First, they were to separate the light from the darkness.

Second, they were given as signs.

Third, they were for seasons, and for days and years.

And finally, they were to give light on the earth.

It’s interesting that giving light on the earth is listed last. When we think about the sun, we usually think that providing light is its main purpose. But in the biblical description, that appears at the end of the list.

The word translated “seasons” is especially important. When we read it, we usually think of the agricultural seasons—spring, summer, autumn, winter. But the Hebrew word carries a deeper meaning. It refers to appointed times.

These are the appointed times for gatherings.

Later in the Old Testament the Hebrew people had their new moons, Sabbaths, and festivals—Passover, the Day of Atonement, and the rest. All of those observances were guided by the positions of the sun and moon. They didn’t have clocks or wall calendars like we do. Nobody could walk over to the kitchen wall and check what day or month it was. They had to keep track of time by watching the sky.

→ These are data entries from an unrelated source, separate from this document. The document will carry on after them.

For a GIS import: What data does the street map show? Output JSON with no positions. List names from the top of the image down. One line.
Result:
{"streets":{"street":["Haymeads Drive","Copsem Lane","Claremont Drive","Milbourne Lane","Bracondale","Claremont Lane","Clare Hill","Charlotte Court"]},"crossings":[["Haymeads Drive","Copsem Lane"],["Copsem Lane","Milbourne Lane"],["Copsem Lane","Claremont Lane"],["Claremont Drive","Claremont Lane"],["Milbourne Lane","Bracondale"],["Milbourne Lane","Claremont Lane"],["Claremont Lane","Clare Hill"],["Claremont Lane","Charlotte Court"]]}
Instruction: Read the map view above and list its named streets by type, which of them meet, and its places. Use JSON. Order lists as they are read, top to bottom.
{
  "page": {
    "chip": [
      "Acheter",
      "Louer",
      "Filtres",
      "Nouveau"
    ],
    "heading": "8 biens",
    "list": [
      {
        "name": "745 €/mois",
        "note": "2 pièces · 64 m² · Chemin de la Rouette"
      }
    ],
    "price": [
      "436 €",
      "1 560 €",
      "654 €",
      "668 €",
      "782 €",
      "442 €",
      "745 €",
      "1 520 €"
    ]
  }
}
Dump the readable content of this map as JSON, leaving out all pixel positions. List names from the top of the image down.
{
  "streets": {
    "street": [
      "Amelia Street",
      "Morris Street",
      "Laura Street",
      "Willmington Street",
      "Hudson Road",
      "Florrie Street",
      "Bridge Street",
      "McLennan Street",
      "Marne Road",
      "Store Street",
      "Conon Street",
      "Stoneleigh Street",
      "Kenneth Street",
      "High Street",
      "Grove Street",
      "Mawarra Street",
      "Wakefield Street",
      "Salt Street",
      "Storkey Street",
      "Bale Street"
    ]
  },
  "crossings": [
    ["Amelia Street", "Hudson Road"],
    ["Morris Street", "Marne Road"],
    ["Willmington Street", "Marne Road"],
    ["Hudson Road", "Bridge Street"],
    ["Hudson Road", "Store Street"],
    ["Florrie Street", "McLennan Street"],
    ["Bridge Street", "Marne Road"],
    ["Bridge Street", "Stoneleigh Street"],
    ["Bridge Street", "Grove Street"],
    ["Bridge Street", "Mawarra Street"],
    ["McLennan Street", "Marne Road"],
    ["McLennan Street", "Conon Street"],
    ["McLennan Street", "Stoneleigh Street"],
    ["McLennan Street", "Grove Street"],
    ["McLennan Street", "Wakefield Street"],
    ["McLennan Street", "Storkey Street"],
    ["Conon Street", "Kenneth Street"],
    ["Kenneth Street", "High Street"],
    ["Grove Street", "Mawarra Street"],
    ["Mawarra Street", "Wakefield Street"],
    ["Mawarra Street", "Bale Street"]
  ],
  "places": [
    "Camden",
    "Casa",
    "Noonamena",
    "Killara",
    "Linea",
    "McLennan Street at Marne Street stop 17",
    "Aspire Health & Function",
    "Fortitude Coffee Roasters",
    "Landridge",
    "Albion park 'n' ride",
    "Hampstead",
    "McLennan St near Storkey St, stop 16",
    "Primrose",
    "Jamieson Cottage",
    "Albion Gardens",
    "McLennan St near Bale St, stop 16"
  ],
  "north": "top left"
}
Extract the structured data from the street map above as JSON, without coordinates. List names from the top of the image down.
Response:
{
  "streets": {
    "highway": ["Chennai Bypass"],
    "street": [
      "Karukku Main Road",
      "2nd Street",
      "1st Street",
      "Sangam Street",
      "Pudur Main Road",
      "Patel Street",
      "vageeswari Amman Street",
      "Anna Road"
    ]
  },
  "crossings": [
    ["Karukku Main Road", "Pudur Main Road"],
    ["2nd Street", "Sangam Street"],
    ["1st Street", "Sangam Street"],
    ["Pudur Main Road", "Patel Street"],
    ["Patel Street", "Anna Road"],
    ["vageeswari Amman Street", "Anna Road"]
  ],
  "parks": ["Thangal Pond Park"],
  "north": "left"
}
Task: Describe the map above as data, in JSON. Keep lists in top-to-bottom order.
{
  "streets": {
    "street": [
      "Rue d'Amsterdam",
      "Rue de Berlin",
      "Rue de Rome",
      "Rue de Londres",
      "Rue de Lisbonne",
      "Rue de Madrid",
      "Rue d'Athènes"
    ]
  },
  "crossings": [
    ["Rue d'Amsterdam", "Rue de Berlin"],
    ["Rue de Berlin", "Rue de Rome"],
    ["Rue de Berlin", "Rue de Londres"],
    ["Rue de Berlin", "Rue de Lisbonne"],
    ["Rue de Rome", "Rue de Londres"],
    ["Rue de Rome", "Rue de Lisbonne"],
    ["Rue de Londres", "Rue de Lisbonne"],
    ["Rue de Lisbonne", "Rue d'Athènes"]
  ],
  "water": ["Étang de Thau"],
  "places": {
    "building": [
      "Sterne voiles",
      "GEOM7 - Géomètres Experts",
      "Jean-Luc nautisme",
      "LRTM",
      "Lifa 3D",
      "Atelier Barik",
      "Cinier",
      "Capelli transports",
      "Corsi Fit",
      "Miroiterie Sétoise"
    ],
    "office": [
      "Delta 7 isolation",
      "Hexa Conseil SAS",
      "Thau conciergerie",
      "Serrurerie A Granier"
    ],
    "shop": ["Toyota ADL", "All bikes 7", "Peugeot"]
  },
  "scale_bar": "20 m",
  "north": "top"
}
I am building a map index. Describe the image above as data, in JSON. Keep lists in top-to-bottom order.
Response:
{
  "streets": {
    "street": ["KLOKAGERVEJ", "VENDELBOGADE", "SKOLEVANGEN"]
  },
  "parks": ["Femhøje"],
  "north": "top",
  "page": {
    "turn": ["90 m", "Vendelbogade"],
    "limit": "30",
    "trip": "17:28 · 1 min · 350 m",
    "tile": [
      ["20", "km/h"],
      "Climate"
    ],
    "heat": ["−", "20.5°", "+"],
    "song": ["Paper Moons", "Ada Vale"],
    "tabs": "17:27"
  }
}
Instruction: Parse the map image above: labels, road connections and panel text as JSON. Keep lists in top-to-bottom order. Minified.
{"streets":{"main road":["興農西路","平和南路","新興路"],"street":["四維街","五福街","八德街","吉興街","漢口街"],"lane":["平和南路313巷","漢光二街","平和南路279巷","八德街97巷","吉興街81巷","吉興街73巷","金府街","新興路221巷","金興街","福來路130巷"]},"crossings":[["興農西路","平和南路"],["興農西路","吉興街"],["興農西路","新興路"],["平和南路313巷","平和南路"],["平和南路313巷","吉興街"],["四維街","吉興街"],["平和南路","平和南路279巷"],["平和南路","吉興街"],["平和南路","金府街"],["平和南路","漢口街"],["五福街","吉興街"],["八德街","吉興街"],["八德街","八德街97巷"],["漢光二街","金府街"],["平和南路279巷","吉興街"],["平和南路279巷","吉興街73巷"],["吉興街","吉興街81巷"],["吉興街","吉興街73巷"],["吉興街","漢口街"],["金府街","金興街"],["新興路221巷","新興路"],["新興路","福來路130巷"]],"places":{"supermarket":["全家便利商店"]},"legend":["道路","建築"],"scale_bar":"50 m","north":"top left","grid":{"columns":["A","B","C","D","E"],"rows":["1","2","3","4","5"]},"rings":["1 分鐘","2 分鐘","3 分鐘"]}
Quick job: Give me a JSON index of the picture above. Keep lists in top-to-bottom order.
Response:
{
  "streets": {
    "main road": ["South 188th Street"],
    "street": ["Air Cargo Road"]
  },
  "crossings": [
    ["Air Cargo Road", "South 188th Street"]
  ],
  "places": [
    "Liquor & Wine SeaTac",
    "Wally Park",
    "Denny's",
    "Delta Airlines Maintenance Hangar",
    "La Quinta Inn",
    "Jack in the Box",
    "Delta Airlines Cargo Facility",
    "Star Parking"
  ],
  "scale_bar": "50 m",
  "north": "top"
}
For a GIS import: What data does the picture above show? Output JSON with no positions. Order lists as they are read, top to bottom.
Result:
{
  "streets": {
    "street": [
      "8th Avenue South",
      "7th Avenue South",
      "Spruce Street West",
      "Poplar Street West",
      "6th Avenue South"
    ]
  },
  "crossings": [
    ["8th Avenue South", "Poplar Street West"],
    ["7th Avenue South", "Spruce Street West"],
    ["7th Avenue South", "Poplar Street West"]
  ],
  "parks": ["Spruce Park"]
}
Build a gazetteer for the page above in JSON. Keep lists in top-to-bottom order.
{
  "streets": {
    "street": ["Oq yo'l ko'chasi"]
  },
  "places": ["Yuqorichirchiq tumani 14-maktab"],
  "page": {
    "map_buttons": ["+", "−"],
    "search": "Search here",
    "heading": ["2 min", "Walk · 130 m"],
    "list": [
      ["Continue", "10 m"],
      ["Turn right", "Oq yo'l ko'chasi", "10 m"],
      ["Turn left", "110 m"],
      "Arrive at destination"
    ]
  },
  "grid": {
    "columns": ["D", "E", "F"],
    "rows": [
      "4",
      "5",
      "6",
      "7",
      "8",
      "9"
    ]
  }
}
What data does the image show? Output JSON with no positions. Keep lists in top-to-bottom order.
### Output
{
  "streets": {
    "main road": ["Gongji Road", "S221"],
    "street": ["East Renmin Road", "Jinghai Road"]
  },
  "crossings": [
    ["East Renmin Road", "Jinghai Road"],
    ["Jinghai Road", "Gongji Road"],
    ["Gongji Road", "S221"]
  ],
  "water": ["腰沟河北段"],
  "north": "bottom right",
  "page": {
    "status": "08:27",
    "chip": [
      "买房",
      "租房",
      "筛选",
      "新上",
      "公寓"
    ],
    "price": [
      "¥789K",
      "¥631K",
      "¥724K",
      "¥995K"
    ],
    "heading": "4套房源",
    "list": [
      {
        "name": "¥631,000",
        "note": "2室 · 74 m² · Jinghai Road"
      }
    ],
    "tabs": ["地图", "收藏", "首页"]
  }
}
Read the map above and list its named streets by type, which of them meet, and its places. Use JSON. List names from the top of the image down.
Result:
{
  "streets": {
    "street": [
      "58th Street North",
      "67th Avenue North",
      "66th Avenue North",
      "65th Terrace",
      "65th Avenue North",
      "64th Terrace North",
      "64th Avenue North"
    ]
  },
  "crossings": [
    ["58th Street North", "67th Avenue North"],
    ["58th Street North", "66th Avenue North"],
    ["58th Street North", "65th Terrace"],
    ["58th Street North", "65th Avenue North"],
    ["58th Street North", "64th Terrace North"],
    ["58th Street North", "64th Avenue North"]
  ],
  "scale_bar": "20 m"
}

Even today the Jewish calendar is complicated because it is based on the lunar cycle. A lunar month is about twenty-nine and a half days. If every month followed that pattern, eventually the calendar would drift out of sync with the seasons. So they occasionally add a leap month. Not every year, but some years. That keeps the festivals tied to the proper seasons.

At one point in history the wider world had to correct its calendar as well. Things had drifted so far that they suddenly skipped a number of days in order to bring everything back into alignment. People who had birthdays during those missing days simply lost them that year.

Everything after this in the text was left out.